**Task statement**
Extract all lines from the data beneath that include the word "Founders".

------------------------------------------------------------------------

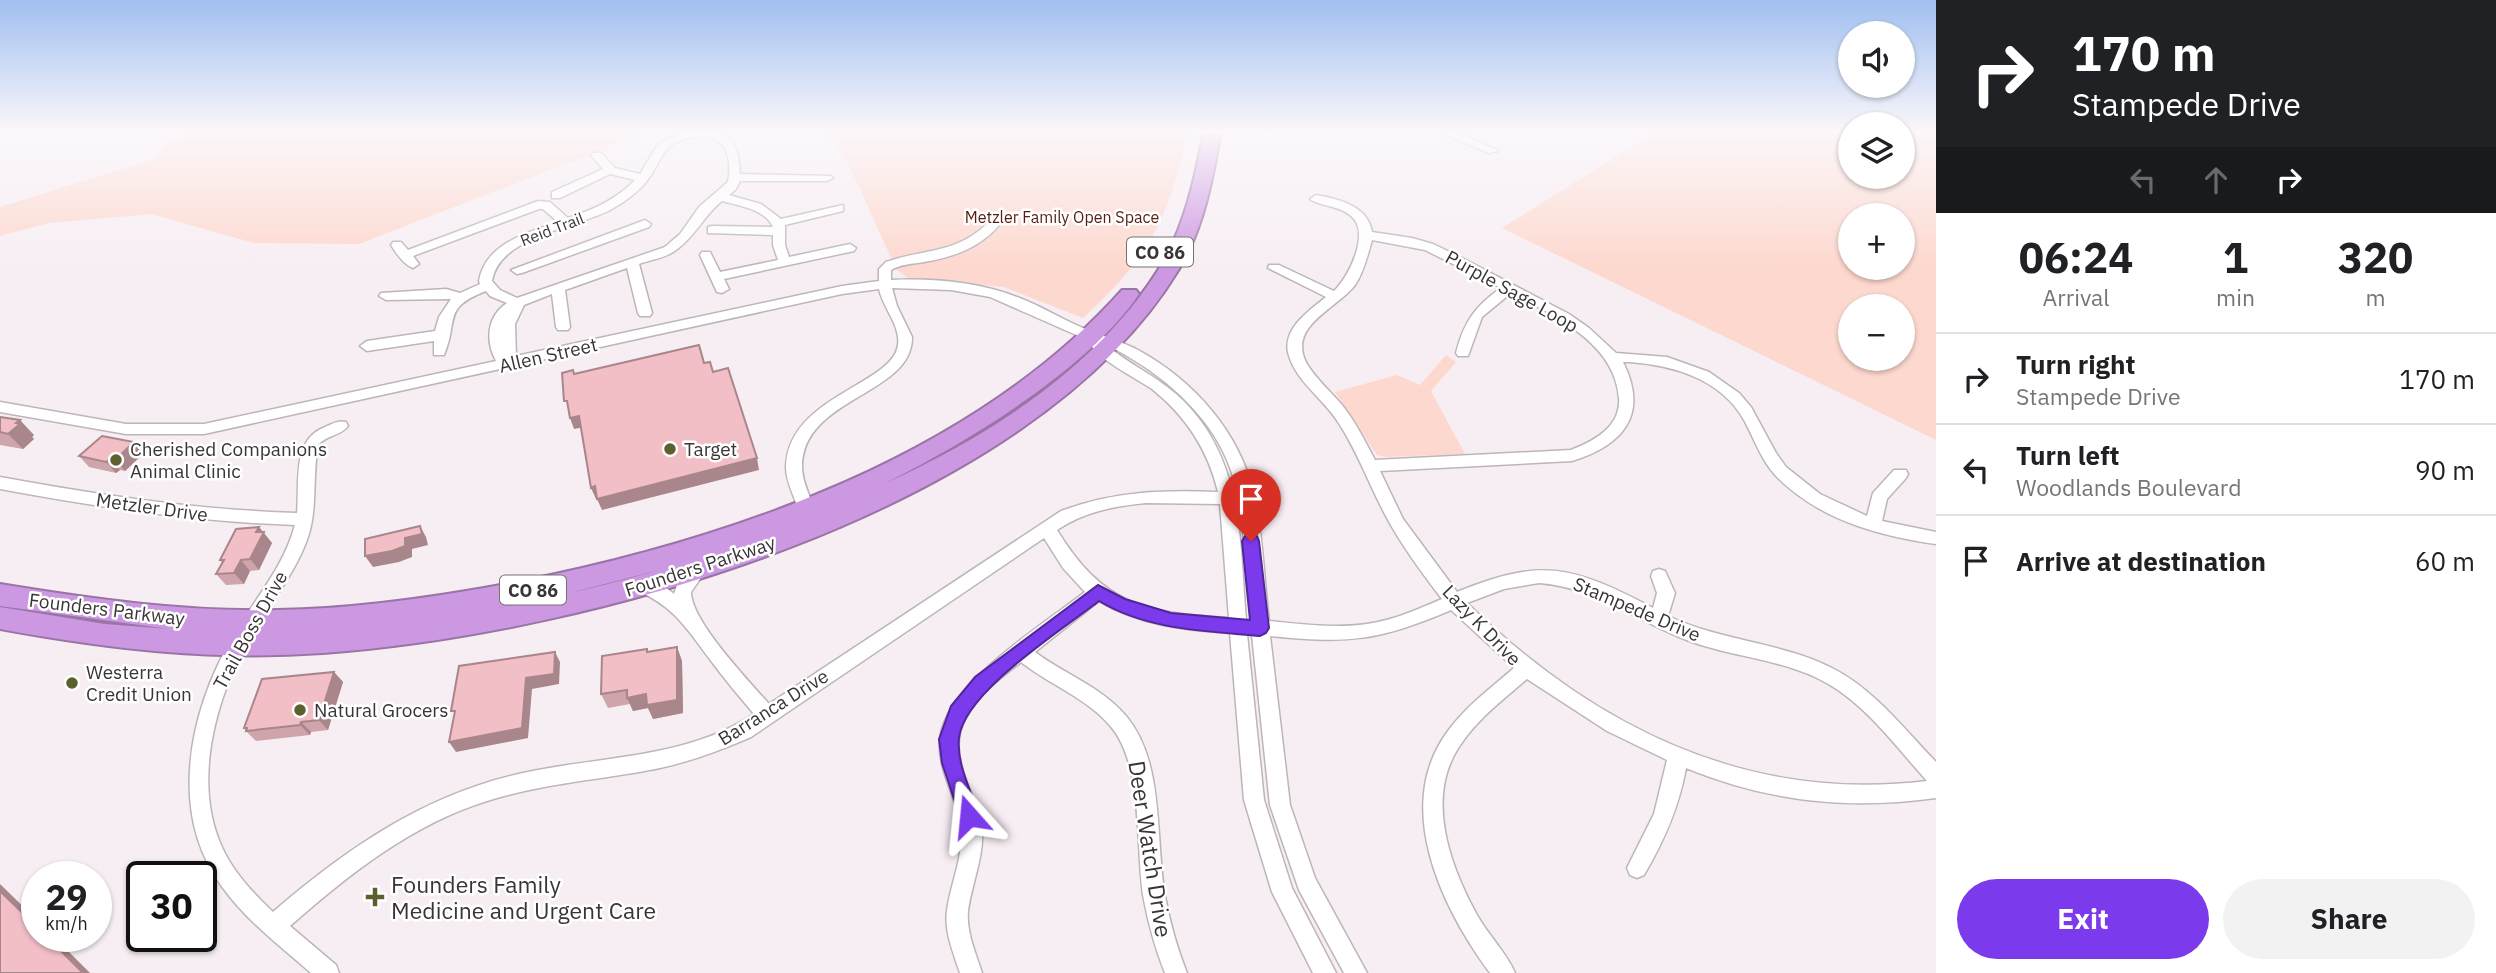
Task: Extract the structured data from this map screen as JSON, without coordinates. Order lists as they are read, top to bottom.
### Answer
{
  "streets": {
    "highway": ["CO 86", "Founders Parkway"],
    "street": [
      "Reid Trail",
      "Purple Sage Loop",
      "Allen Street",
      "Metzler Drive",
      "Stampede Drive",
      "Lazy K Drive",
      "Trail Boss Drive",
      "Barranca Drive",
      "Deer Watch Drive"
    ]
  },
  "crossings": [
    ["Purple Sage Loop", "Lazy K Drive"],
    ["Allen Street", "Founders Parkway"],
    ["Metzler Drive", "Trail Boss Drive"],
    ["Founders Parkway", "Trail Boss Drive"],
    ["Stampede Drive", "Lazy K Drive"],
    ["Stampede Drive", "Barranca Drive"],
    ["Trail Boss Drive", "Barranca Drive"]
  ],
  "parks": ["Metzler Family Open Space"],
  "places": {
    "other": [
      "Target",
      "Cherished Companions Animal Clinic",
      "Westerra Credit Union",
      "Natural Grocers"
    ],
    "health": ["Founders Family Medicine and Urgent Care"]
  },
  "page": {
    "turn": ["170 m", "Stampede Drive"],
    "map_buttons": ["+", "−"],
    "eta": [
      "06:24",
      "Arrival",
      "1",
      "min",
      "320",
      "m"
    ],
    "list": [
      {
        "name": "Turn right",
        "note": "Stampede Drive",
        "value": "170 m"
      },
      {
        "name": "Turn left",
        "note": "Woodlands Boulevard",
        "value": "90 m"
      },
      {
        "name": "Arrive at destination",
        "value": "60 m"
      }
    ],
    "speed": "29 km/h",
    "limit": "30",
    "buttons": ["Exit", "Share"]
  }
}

------------------------------------------------------------------------

**Worked solution**
    "highway": ["CO 86", "Founders Parkway"],
    ["Allen Street", "Founders Parkway"],
    ["Founders Parkway", "Trail Boss Drive"],
    "health": ["Founders Family Medicine and Urgent Care"]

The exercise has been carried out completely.